He allowed that it was the least impossible explanation, but still not one that satisfied him. “Because what happened had already happened,” he argued as he must have hundreds of times in his head. “I mean it had been weeks since she was jilted. If it was a stain on her honor—and God knows what those people consider stains, that's something I'm afraid the likes of us will never understand—it was a pretty old one.” At the time she'd never considered suicide, he'd swear to that and stake his life on it. No, if her honor was stained, it had to be something they did to her. “But doggone it, Milly,” he said grimacing with frustration. “I can't figure out what it could be. All these years I've been trying, and I'm no closer to anything that halfway makes sense.”
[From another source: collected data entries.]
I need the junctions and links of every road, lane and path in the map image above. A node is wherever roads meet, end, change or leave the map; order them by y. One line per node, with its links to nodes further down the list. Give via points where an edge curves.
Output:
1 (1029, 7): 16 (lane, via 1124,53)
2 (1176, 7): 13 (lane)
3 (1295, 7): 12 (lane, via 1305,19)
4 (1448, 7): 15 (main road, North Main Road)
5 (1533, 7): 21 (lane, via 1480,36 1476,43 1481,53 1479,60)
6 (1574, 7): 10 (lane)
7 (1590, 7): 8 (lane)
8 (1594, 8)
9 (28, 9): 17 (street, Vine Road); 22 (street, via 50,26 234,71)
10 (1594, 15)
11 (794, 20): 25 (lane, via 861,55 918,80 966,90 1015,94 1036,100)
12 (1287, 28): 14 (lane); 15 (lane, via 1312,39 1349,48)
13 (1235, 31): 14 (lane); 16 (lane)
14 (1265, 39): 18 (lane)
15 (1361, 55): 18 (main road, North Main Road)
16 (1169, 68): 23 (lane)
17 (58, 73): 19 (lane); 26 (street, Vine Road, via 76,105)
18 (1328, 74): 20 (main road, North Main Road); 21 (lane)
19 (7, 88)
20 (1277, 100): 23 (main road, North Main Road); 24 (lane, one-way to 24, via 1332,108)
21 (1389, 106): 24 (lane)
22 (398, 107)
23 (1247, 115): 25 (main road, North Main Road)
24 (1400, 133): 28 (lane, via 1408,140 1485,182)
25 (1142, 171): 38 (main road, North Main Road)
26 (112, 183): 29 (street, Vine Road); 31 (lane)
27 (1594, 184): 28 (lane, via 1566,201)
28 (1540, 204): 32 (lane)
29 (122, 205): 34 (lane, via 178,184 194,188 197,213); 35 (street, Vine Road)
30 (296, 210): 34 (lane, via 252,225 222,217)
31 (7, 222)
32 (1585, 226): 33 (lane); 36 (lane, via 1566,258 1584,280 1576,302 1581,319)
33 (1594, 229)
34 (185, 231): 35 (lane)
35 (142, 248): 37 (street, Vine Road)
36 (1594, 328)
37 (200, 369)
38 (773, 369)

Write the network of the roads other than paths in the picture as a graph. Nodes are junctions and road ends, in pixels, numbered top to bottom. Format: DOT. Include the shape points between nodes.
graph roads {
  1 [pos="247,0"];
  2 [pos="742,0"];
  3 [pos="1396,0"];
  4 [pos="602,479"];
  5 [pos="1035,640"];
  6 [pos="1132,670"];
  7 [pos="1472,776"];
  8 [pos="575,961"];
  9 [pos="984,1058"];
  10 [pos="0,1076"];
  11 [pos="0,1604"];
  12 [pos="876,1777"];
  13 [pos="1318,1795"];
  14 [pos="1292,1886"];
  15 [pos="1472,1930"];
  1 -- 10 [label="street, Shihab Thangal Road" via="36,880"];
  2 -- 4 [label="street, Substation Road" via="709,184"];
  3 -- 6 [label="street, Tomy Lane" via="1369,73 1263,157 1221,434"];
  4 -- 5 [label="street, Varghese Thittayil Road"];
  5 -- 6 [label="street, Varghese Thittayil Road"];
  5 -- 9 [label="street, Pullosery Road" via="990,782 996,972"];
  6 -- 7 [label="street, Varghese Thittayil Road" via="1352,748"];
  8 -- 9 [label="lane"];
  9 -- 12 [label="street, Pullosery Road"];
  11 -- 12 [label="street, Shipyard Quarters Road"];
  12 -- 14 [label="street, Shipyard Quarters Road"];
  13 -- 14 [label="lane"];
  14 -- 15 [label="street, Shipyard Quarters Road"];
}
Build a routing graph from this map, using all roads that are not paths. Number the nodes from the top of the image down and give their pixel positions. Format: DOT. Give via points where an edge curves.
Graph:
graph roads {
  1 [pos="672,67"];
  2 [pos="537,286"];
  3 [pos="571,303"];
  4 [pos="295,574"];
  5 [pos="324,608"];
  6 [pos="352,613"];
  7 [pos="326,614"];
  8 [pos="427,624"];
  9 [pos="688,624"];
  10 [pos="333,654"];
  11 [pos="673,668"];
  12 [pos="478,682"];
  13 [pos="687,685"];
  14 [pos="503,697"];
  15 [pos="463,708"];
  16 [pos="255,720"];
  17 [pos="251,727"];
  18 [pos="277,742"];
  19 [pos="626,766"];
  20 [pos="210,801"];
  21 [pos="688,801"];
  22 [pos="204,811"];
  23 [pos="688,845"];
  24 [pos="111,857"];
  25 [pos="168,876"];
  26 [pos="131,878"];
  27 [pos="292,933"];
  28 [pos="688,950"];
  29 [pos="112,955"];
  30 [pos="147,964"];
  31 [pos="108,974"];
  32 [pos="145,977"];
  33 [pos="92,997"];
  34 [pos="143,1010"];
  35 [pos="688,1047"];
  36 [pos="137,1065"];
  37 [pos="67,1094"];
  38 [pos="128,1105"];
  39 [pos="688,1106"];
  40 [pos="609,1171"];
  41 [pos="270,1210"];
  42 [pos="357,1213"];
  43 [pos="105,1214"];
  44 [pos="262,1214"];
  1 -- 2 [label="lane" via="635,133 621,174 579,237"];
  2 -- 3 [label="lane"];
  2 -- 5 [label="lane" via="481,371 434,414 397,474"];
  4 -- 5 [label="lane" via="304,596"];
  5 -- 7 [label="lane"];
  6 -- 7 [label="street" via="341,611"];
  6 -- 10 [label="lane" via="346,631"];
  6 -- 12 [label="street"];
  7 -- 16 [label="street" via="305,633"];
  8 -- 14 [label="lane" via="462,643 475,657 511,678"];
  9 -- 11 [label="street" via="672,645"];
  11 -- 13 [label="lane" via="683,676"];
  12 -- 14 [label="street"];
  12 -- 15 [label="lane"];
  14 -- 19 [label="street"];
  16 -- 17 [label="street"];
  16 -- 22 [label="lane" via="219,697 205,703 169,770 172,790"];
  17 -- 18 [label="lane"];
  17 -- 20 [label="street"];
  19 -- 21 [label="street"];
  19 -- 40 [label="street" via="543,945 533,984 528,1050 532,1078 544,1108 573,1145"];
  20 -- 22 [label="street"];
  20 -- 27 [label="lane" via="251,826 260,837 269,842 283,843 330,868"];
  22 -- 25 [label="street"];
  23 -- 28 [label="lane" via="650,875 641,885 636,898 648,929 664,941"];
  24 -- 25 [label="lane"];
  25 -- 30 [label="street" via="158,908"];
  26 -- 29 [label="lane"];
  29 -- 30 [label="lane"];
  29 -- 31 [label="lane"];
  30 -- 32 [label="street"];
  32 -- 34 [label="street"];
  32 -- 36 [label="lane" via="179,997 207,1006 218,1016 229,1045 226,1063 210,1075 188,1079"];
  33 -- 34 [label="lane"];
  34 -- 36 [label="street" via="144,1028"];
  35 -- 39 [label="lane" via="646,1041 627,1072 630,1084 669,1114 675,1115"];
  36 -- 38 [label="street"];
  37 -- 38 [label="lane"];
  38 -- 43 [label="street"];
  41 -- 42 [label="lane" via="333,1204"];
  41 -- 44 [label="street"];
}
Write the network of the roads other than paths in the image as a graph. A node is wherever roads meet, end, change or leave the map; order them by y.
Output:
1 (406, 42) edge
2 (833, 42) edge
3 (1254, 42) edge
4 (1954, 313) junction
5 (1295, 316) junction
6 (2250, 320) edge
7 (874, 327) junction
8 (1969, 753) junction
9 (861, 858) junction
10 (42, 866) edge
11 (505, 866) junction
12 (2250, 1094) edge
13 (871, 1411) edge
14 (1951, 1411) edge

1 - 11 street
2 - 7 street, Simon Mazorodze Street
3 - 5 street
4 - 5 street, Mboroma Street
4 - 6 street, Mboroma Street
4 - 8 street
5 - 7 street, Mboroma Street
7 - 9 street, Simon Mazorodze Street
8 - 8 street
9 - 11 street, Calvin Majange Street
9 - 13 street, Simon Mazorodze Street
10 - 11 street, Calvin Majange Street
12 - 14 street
He'd gone to the hotel that night, Dada had, and just about dragged Pinkerton out by main force downstairs into the lounge, because he didn't want the lady to bust in on them. Pinkerton was in a state of shock, but Dada wasn't in any mood to let him off on account of that “What did you do to her?” he demanded. “I want to know what you did to her . . .” He used a couple of none too complimentary words that I won't repeat.
“I killed her,” Pinkerton was muttering, over and over. “I killed her, I killed her.”
“I know that, goddammit! But how?” Dada shouted; he was
beside himself. “Now you tell me what happened, and you tell it right now.”
Well, Pinkerton told it, but from what Dada records him as saying, there wasn't a heap of a lot to tell. They, he and his lady, had invited Butterfly to the hotel and she had gone. Pinkerton saw her alone. They talked for about half an hour. Pinkerton told her about his betrothal and how sorry he was about the way things turned out—just what he'd intended to say, nothing more. Butterfly seemed very composed, even relaxed, but understandably neither of them felt much like chitchat, and Pinkerton didn't feel he ought to ask personal questions—after all, what she did with her life wasn't any of his business anymore. She was getting up to leave when the lady came out. The two women met, but they didn't exchange more than a few phrases, in spite of them both being curious about each other. No, he affirmed, nothing'd been said that might be construed as an offense.
“Did anybody say anything about wanting her child?” Dada asked when Pinkerton'd finished telling about the meeting, and he was assured there hadn't been any question of that, that it hadn't ever been mentioned at all, in or out of Butterfly's presence.
“You must have said
something
to upset her,” Dada insisted. To which Pinkerton mumbled that everything he said probably did.
“I don't mean that!” Dada cut in irascibly. “I mean something in particular. A new element, something significant. Something that changed the way she looked at things.”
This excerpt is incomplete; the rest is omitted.